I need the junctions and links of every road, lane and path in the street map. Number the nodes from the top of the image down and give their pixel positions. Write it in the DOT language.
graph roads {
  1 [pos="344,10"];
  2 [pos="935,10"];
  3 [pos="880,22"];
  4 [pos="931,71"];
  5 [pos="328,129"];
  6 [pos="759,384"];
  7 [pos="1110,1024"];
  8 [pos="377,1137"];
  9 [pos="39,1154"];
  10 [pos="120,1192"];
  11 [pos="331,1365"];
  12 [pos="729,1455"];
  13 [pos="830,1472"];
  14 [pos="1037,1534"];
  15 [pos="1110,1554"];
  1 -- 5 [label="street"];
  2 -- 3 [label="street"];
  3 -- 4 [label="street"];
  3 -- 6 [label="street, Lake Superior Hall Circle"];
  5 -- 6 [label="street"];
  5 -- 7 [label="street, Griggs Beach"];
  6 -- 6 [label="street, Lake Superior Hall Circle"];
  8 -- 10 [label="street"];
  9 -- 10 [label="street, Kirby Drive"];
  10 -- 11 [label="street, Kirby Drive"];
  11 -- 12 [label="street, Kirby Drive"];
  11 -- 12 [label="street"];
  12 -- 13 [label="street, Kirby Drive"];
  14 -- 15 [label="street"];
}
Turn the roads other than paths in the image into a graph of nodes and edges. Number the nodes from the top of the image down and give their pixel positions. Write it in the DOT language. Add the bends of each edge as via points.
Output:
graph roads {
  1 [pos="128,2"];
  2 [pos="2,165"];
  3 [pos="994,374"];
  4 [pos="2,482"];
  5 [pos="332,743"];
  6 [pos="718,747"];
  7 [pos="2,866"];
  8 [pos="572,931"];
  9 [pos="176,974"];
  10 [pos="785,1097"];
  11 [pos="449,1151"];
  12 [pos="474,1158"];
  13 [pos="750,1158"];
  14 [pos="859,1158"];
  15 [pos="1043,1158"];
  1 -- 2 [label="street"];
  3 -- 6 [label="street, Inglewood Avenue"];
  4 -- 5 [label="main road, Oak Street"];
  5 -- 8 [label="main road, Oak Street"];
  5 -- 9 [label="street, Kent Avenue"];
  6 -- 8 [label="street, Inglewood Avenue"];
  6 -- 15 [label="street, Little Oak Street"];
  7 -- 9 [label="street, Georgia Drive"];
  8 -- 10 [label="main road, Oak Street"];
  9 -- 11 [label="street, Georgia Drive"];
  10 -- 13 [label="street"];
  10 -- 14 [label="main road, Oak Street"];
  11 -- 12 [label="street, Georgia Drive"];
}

Problem description
Nothing should be dropped. Retype each line above as it is.

Final answer
I need the junctions and links of every road, lane and path in the street map. Number the nodes from the top of the image down and give their pixel positions. Write it in the DOT language.
graph roads {
  1 [pos="344,10"];
  2 [pos="935,10"];
  3 [pos="880,22"];
  4 [pos="931,71"];
  5 [pos="328,129"];
  6 [pos="759,384"];
  7 [pos="1110,1024"];
  8 [pos="377,1137"];
  9 [pos="39,1154"];
  10 [pos="120,1192"];
  11 [pos="331,1365"];
  12 [pos="729,1455"];
  13 [pos="830,1472"];
  14 [pos="1037,1534"];
  15 [pos="1110,1554"];
  1 -- 5 [label="street"];
  2 -- 3 [label="street"];
  3 -- 4 [label="street"];
  3 -- 6 [label="street, Lake Superior Hall Circle"];
  5 -- 6 [label="street"];
  5 -- 7 [label="street, Griggs Beach"];
  6 -- 6 [label="street, Lake Superior Hall Circle"];
  8 -- 10 [label="street"];
  9 -- 10 [label="street, Kirby Drive"];
  10 -- 11 [label="street, Kirby Drive"];
  11 -- 12 [label="street, Kirby Drive"];
  11 -- 12 [label="street"];
  12 -- 13 [label="street, Kirby Drive"];
  14 -- 15 [label="street"];
}
Turn the roads other than paths in the image into a graph of nodes and edges. Number the nodes from the top of the image down and give their pixel positions. Write it in the DOT language. Add the bends of each edge as via points.
Output:
graph roads {
  1 [pos="128,2"];
  2 [pos="2,165"];
  3 [pos="994,374"];
  4 [pos="2,482"];
  5 [pos="332,743"];
  6 [pos="718,747"];
  7 [pos="2,866"];
  8 [pos="572,931"];
  9 [pos="176,974"];
  10 [pos="785,1097"];
  11 [pos="449,1151"];
  12 [pos="474,1158"];
  13 [pos="750,1158"];
  14 [pos="859,1158"];
  15 [pos="1043,1158"];
  1 -- 2 [label="street"];
  3 -- 6 [label="street, Inglewood Avenue"];
  4 -- 5 [label="main road, Oak Street"];
  5 -- 8 [label="main road, Oak Street"];
  5 -- 9 [label="street, Kent Avenue"];
  6 -- 8 [label="street, Inglewood Avenue"];
  6 -- 15 [label="street, Little Oak Street"];
  7 -- 9 [label="street, Georgia Drive"];
  8 -- 10 [label="main road, Oak Street"];
  9 -- 11 [label="street, Georgia Drive"];
  10 -- 13 [label="street"];
  10 -- 14 [label="main road, Oak Street"];
  11 -- 12 [label="street, Georgia Drive"];
}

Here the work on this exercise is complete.